Rétrospectivement, la remontée spectaculaire de 2022 (42.514 défauts[1]), doit s’analyser comme une phase de « dézombification », correspondant à une « une phase de rattrapage d’une partie des entreprises tenues à flot grâce aux mesures d’accompagnement mises en place depuis la crise Covid ». Au contraire l’explosion constatée qui dépasse d’ailleurs les prévisions formulées voilà un an par le même organisme (55.000 pour 2023) de presque 3000 entités défaillantes, témoigne « d’une nouvelle phase, plus structurelle, davantage liée aux insuffisances financières des entreprises » dont les trésoreries sont aujourd’hui soumises à rude épreuve. On en veut pour témoignage les difficultés qui assaillent même les plus grands acteurs « transférant ainsi potentiellement le risque à leurs fournisseurs et sous-traitants. » 

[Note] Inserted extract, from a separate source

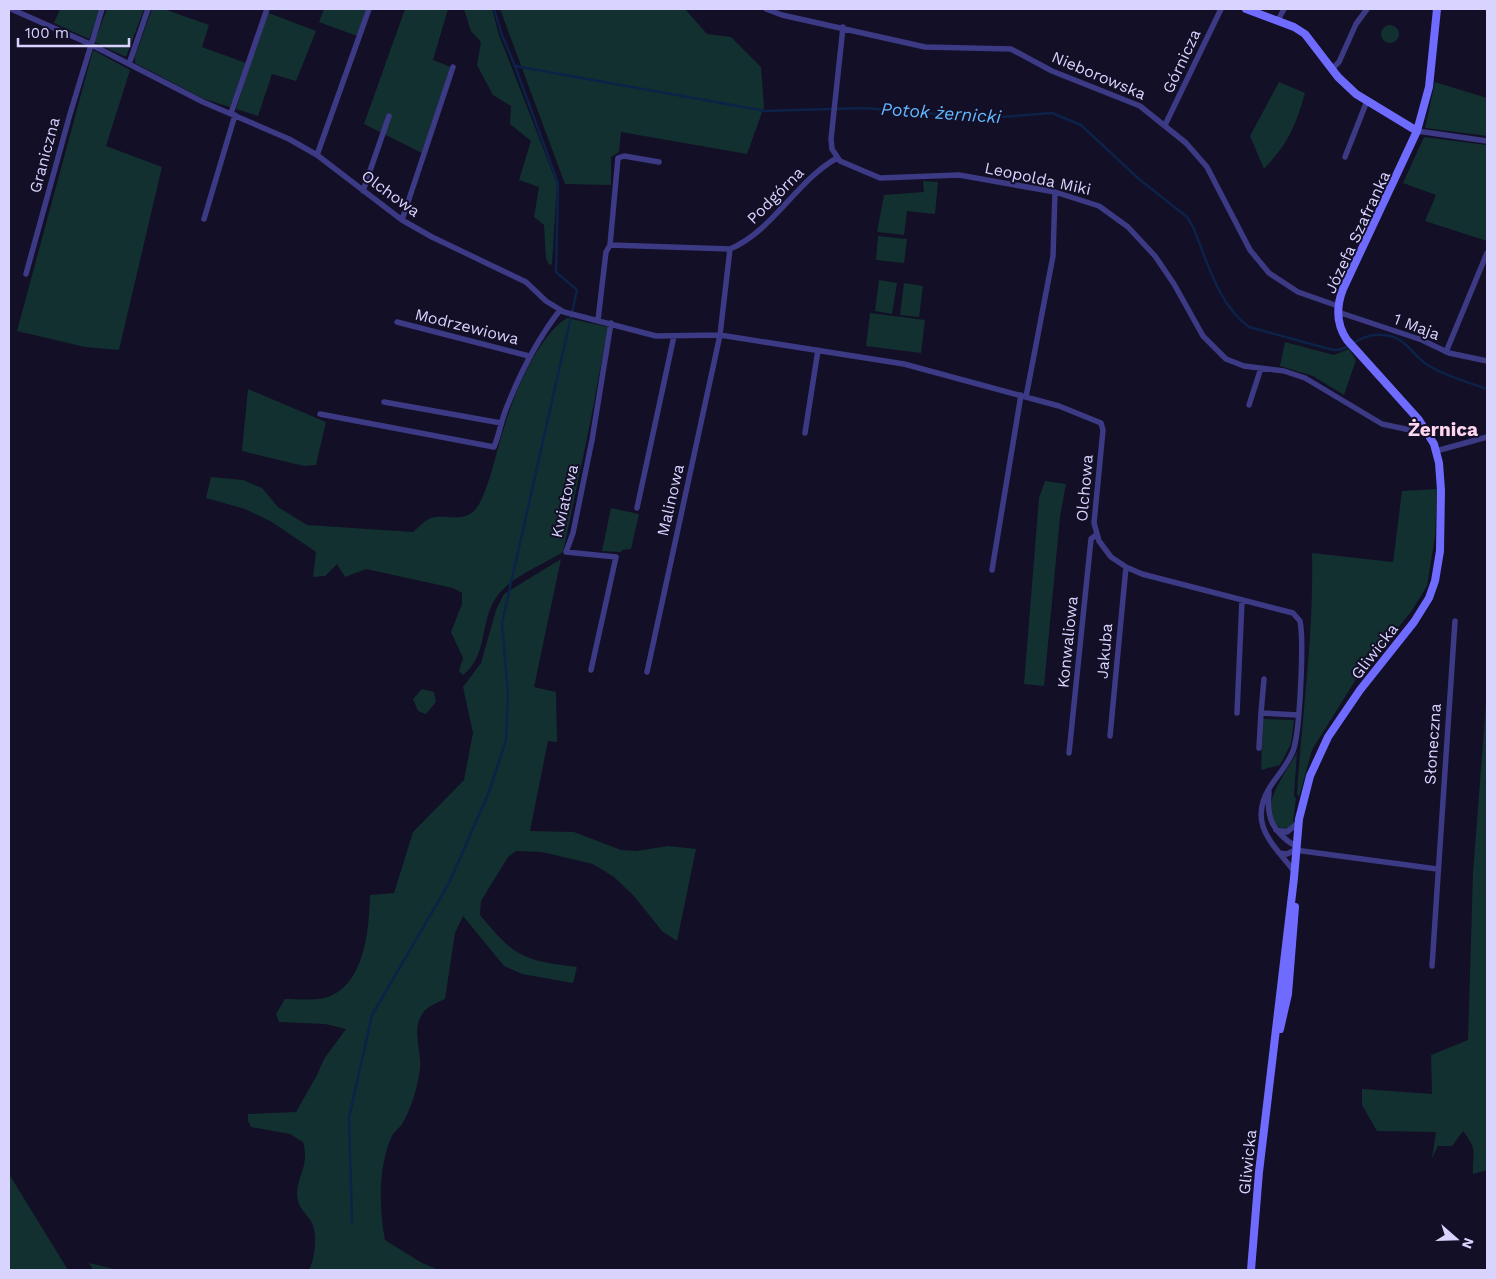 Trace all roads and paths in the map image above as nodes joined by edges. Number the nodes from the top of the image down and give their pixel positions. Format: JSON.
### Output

Le rapport souligne en effet que 171 entreprises d’au moins 100 salariés ont défailli en 2023, soit +80% par rapport à 2022 (95), très proche du maximum atteint en 2014 qui avait vu 185 entreprises de cette strate en défaut. Sur un segment plus large des 50 salariés et +, les défauts

augmenteraient sur un an de près de 134% avec 420 entités concernées contre 286 en 2022. Désormais pour 2023, les emplois menacés ont augmenté de +100.000 passant de 143500 à 243.000 emplois totaux menacés. 

Si l’on regarde maintenant les différents types de procédure, le nombre des procédures de sauvegarde (1.529) atteindrait un niveau proche de celui de 2015 (1.543), sans atteindre celui des liquidations judiciaires directes (41.085 contre 43.408 en 2015). En revanche le niveau atteint par les procédures de redressement judiciaire (15.115) serait comparable à celui atteint à 2019 (15.928). La situation semble donc ce tendre sans atteindre encore l’acmé de 2013-2014.

Si l’on s’intéresse maintenant aux secteurs économiques les plus touchés, il apparaît que :

  • C’est d’abord celui de la Construction avec 14.112 procédures de toutes natures recensées (+40,7% sur un an) qui prédomine (en particulier dans le second œuvre, 6.850 défauts, dont 5.002 liquidations judiciaires) ;
  • Suivi par celui du commerce avec 12.408 défauts (+31,7%), avec une prédominance du commerce de détail (7.645 procédures soit 61,6% des défauts commerciaux enregistrés) ;
  • L’hôtellerie/Restauration qui enregistre 7.967 défauts (+44,4% sur un an) en particulier s’agissant de la restauration (+45,4% avec 6.449 défauts) dont 4.617 liquidations judiciaires directes ;
  • Les services aux entreprises (7.561 défauts, soit +36,1% sur un an) dont les services de Conseil en communication et gestion (1.269 défauts +44,2% par rapport à 2022) et les services administratifs aux entreprises (1.633 défauts, soit +28,7% par rapport à 2022). 

Conclusion

La situation impressionnante de plus de plus de 57.000 sociétés défaillantes en 2023 devrait d’après les prévisions de Allianz Trade se stabiliser en 2024. Interrogé sur le climat des affaires le Président du MEDEF Patrick Martin indique anticiper encore un 1er et un 2ème trimestre 2024 « encore difficiles en termes d’activité [2]». Dans ces conditions une cible à 57.000 défaillances en 2024 semble constituer effectivement sans doute une cible réaliste voir optimiste.